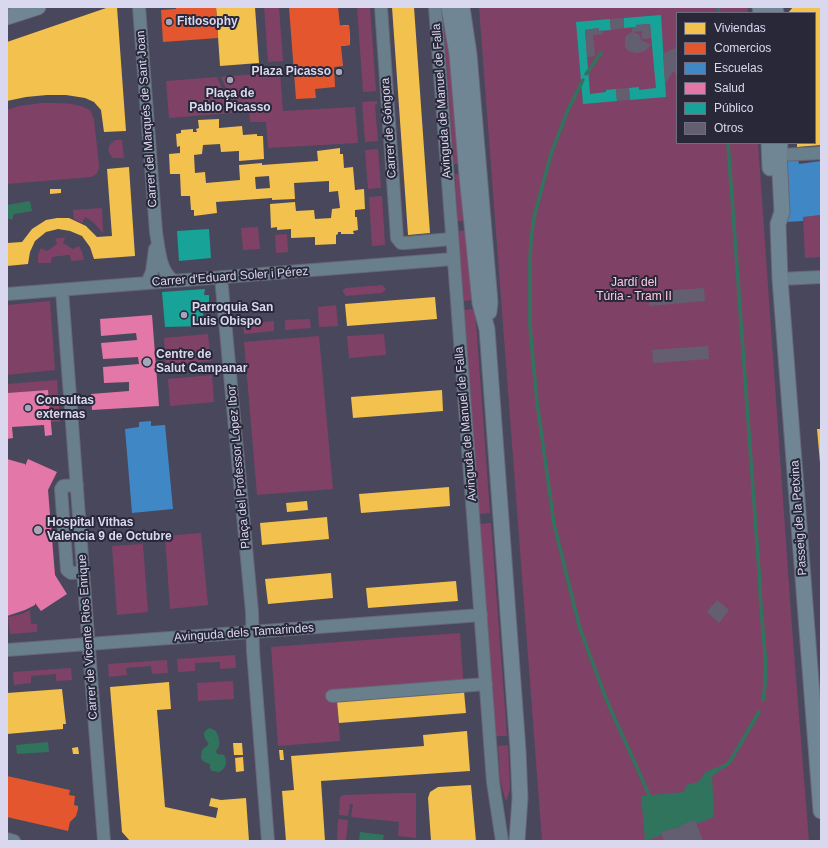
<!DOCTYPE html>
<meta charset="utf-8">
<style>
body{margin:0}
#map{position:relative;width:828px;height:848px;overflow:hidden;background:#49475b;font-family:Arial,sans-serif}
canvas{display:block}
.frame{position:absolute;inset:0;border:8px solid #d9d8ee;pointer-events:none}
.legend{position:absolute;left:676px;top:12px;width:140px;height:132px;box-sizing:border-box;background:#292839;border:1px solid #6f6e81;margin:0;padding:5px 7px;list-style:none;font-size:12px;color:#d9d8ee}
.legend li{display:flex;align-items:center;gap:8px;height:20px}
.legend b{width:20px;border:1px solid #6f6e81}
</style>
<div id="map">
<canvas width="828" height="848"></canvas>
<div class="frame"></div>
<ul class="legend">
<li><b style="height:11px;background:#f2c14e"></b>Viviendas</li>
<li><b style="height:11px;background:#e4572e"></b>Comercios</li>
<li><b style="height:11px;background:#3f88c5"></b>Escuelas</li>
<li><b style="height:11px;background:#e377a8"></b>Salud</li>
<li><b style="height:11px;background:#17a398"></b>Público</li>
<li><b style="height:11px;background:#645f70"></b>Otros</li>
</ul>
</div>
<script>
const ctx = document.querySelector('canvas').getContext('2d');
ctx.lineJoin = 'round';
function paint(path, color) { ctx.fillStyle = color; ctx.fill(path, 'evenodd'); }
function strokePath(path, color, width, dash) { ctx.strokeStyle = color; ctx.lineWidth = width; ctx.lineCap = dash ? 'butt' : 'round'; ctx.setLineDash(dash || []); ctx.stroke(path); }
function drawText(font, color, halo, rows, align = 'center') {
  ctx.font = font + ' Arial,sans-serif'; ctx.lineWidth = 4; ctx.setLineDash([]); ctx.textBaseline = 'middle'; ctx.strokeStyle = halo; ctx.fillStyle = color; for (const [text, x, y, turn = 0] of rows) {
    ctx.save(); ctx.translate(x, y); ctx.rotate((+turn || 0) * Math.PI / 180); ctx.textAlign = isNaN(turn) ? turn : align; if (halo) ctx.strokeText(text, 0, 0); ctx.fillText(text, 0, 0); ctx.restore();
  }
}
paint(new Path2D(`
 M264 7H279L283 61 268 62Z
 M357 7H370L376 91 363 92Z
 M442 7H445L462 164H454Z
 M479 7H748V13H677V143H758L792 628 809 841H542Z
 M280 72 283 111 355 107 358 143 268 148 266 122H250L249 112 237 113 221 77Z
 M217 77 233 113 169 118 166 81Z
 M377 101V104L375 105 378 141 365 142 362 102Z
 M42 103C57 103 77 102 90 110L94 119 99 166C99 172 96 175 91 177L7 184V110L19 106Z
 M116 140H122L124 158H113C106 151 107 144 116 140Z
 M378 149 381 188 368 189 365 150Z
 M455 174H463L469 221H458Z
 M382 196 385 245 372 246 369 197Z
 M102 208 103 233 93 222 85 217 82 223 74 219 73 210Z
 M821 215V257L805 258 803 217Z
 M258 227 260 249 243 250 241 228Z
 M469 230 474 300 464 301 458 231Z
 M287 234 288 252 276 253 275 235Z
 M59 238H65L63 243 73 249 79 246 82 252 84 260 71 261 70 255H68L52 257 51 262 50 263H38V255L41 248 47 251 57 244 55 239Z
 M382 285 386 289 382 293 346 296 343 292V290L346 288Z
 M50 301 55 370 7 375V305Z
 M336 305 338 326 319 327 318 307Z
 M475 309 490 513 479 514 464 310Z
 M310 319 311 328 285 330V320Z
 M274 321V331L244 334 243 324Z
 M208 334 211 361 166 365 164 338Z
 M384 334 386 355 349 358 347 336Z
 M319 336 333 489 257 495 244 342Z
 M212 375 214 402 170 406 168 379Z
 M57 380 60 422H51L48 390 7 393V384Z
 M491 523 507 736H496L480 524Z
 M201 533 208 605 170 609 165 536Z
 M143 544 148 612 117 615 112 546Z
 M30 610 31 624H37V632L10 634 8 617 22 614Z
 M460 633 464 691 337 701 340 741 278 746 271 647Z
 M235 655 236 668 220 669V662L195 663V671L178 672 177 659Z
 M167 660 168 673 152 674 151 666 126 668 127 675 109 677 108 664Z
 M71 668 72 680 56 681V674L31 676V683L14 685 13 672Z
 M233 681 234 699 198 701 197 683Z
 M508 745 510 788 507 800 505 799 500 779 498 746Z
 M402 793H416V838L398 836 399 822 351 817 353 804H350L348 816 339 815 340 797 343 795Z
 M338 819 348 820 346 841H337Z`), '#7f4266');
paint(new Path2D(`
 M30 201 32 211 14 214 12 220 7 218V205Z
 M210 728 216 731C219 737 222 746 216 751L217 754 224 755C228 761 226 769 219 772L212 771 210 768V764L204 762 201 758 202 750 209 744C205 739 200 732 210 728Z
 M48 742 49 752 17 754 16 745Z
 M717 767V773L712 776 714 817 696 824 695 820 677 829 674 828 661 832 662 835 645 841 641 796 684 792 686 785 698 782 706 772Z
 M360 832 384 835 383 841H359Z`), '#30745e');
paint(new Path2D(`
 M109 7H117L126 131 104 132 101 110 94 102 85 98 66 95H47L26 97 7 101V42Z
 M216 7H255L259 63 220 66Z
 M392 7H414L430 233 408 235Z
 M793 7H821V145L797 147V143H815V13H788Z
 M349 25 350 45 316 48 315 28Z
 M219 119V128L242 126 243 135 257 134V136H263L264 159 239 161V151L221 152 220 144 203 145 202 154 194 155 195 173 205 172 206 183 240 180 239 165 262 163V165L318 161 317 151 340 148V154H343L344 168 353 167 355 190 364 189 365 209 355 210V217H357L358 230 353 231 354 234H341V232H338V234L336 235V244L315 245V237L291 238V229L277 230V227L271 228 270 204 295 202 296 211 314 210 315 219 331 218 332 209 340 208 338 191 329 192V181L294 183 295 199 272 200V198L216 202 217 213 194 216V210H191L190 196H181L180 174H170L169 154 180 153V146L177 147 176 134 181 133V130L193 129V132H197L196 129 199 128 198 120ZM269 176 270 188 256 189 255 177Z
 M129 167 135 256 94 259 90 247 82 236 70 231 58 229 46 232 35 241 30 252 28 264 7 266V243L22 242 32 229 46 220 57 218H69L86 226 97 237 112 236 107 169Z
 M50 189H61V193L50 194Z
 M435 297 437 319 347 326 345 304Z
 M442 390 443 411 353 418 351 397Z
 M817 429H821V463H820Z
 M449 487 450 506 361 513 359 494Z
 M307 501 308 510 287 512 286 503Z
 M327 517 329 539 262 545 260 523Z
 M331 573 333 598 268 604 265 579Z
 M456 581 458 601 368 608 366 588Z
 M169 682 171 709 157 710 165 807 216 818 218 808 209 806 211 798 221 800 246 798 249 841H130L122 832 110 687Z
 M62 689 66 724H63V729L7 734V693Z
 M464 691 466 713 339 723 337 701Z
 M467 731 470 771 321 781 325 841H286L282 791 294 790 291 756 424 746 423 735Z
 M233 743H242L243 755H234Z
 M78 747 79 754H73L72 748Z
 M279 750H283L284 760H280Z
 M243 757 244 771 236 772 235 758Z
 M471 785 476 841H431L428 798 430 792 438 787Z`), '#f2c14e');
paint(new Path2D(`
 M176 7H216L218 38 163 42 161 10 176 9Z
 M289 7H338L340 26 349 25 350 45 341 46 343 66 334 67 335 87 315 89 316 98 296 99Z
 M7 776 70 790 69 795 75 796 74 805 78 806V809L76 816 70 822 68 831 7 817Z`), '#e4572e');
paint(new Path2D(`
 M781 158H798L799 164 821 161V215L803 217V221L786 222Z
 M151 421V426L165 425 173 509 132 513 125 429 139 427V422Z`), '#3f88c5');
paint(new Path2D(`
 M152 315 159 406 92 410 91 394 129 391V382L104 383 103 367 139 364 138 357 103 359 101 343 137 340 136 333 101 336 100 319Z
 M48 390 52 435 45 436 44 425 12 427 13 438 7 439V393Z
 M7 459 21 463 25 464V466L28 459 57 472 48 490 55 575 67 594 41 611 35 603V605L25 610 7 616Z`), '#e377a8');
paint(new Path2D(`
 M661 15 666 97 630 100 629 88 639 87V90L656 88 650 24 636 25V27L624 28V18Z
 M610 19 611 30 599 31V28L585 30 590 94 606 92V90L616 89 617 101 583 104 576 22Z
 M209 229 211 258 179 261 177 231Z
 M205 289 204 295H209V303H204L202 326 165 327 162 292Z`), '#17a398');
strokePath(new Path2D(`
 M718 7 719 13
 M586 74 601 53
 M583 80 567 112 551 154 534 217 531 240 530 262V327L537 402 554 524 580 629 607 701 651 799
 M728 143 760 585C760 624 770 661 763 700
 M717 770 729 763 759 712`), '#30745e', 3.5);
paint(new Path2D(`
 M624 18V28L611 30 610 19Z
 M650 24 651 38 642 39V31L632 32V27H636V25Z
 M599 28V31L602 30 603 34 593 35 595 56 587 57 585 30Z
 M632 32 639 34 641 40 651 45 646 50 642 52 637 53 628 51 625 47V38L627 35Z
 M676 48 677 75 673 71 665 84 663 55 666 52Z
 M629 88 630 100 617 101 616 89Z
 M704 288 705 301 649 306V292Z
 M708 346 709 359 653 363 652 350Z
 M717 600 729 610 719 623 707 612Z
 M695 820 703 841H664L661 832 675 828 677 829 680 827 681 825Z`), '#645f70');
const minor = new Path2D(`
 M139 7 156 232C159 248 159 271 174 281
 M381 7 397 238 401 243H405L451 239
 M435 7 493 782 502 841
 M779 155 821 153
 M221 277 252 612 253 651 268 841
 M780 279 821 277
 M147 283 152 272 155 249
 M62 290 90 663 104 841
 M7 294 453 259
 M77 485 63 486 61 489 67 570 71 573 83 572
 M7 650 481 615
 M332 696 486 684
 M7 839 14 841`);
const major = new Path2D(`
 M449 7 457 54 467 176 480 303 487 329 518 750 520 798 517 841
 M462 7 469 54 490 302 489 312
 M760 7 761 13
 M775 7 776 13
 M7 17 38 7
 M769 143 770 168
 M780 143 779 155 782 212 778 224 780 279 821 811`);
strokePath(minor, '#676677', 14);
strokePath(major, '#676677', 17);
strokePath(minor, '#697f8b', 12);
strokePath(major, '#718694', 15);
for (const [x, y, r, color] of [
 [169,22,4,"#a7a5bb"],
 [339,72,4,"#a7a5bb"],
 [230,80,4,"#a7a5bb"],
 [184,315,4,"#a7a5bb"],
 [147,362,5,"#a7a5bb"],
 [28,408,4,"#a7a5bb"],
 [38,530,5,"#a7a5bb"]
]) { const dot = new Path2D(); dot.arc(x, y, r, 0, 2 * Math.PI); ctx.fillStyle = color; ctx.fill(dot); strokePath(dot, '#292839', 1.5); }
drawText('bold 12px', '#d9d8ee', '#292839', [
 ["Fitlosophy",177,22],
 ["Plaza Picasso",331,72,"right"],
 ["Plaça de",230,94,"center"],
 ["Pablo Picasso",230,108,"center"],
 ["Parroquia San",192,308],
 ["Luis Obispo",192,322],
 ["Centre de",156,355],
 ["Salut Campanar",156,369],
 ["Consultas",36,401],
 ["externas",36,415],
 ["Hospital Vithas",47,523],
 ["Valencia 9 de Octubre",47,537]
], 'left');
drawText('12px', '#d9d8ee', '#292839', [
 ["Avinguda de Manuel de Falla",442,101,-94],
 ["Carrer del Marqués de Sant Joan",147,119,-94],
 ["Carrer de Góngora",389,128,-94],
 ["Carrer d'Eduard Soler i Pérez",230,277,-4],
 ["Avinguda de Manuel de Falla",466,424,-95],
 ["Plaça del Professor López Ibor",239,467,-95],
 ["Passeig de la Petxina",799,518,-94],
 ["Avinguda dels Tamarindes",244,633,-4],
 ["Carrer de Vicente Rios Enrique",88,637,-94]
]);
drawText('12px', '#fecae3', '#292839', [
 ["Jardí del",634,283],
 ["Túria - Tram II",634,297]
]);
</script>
━━━━━━━━━━━━━━━━
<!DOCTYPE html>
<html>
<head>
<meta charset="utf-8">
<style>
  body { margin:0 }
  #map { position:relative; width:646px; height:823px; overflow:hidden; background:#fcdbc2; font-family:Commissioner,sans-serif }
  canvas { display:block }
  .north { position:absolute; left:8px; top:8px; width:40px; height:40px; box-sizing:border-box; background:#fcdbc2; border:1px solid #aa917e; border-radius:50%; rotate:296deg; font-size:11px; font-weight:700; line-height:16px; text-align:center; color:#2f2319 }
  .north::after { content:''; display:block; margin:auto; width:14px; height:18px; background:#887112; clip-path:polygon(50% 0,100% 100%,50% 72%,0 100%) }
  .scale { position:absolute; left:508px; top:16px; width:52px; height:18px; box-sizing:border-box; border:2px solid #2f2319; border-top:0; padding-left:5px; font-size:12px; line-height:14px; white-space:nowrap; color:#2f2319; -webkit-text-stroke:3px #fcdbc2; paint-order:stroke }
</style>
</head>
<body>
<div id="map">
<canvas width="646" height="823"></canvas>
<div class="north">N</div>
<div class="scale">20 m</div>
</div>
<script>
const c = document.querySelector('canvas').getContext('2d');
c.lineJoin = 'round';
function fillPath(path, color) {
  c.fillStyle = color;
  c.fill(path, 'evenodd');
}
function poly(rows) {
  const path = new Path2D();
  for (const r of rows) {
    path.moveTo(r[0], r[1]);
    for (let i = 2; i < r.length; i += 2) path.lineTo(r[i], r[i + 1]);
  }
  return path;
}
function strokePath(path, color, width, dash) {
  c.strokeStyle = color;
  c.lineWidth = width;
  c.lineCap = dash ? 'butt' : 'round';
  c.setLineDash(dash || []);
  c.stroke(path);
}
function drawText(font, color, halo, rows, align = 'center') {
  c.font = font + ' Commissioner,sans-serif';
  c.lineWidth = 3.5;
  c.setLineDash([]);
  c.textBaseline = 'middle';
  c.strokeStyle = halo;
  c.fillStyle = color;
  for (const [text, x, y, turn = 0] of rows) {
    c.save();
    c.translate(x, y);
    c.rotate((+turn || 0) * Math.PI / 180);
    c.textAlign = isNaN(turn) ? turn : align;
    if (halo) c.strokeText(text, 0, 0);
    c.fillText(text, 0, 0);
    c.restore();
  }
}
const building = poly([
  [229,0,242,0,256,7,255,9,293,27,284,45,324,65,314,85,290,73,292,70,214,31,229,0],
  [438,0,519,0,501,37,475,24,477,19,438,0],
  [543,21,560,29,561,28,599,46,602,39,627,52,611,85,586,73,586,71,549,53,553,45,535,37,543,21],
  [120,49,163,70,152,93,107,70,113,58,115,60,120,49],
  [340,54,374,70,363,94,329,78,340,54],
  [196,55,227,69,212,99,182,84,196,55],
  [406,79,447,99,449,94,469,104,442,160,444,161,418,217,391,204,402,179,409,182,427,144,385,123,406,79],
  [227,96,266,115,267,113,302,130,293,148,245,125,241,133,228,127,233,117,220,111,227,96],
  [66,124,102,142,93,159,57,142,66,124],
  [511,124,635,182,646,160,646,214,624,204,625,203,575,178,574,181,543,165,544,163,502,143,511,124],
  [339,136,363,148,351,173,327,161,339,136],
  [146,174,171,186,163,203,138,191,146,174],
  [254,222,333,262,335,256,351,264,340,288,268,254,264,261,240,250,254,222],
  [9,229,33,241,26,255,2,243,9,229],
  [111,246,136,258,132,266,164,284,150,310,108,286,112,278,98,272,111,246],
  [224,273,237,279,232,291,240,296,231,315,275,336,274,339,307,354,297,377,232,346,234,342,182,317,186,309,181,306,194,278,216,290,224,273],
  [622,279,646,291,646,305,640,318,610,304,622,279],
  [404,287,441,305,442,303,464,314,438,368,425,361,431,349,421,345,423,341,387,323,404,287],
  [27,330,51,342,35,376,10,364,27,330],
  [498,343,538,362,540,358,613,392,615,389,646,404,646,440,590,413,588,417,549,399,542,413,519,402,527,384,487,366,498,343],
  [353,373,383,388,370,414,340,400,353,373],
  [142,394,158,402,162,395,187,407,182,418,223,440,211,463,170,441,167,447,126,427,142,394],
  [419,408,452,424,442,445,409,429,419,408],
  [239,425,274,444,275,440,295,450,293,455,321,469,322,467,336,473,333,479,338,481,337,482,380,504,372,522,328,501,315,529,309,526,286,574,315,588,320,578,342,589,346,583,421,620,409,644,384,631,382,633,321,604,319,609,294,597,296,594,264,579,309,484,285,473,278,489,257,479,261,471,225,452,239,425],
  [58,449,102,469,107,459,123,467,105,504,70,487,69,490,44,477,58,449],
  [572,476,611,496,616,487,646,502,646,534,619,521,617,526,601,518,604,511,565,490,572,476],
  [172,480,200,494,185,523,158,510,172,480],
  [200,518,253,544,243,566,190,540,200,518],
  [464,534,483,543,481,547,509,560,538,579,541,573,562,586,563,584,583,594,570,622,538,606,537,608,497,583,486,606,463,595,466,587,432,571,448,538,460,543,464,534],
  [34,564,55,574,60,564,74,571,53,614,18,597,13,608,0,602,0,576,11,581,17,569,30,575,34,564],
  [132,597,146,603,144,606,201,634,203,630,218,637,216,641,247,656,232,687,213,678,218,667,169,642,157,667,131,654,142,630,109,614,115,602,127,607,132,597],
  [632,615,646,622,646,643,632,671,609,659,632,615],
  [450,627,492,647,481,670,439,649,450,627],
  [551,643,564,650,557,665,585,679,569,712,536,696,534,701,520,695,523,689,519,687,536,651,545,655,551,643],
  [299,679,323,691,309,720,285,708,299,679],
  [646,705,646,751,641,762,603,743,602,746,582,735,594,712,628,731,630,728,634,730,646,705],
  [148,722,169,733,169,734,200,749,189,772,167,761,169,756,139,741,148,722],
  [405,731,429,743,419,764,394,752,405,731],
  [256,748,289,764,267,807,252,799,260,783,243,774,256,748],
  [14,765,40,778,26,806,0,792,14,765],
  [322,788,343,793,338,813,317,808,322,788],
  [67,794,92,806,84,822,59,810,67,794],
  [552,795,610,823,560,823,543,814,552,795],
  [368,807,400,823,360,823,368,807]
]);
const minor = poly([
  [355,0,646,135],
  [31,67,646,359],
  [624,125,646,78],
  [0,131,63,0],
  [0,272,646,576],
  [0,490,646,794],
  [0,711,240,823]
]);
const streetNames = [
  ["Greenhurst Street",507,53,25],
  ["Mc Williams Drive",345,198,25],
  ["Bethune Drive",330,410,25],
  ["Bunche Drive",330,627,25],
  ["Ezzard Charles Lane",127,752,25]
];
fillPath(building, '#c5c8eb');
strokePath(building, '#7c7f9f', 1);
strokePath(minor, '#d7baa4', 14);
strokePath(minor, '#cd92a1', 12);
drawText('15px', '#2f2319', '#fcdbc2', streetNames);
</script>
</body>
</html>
━━━━━━━━━━━━━━━━
Action item -
The required answer is the run of lines above, starting at the line with "M456 581 458 601 368 608 366 588Z" and ending at the line with "M139 7 156 232C159 248 159 271 174 281", reproduced exactly with both ends.

Reply to the exercise -
 M456 581 458 601 368 608 366 588Z
 M169 682 171 709 157 710 165 807 216 818 218 808 209 806 211 798 221 800 246 798 249 841H130L122 832 110 687Z
 M62 689 66 724H63V729L7 734V693Z
 M464 691 466 713 339 723 337 701Z
 M467 731 470 771 321 781 325 841H286L282 791 294 790 291 756 424 746 423 735Z
 M233 743H242L243 755H234Z
 M78 747 79 754H73L72 748Z
 M279 750H283L284 760H280Z
 M243 757 244 771 236 772 235 758Z
 M471 785 476 841H431L428 798 430 792 438 787Z`), '#f2c14e');
paint(new Path2D(`
 M176 7H216L218 38 163 42 161 10 176 9Z
 M289 7H338L340 26 349 25 350 45 341 46 343 66 334 67 335 87 315 89 316 98 296 99Z
 M7 776 70 790 69 795 75 796 74 805 78 806V809L76 816 70 822 68 831 7 817Z`), '#e4572e');
paint(new Path2D(`
 M781 158H798L799 164 821 161V215L803 217V221L786 222Z
 M151 421V426L165 425 173 509 132 513 125 429 139 427V422Z`), '#3f88c5');
paint(new Path2D(`
 M152 315 159 406 92 410 91 394 129 391V382L104 383 103 367 139 364 138 357 103 359 101 343 137 340 136 333 101 336 100 319Z
 M48 390 52 435 45 436 44 425 12 427 13 438 7 439V393Z
 M7 459 21 463 25 464V466L28 459 57 472 48 490 55 575 67 594 41 611 35 603V605L25 610 7 616Z`), '#e377a8');
paint(new Path2D(`
 M661 15 666 97 630 100 629 88 639 87V90L656 88 650 24 636 25V27L624 28V18Z
 M610 19 611 30 599 31V28L585 30 590 94 606 92V90L616 89 617 101 583 104 576 22Z
 M209 229 211 258 179 261 177 231Z
 M205 289 204 295H209V303H204L202 326 165 327 162 292Z`), '#17a398');
strokePath(new Path2D(`
 M718 7 719 13
 M586 74 601 53
 M583 80 567 112 551 154 534 217 531 240 530 262V327L537 402 554 524 580 629 607 701 651 799
 M728 143 760 585C760 624 770 661 763 700
 M717 770 729 763 759 712`), '#30745e', 3.5);
paint(new Path2D(`
 M624 18V28L611 30 610 19Z
 M650 24 651 38 642 39V31L632 32V27H636V25Z
 M599 28V31L602 30 603 34 593 35 595 56 587 57 585 30Z
 M632 32 639 34 641 40 651 45 646 50 642 52 637 53 628 51 625 47V38L627 35Z
 M676 48 677 75 673 71 665 84 663 55 666 52Z
 M629 88 630 100 617 101 616 89Z
 M704 288 705 301 649 306V292Z
 M708 346 709 359 653 363 652 350Z
 M717 600 729 610 719 623 707 612Z
 M695 820 703 841H664L661 832 675 828 677 829 680 827 681 825Z`), '#645f70');
const minor = new Path2D(`
 M139 7 156 232C159 248 159 271 174 281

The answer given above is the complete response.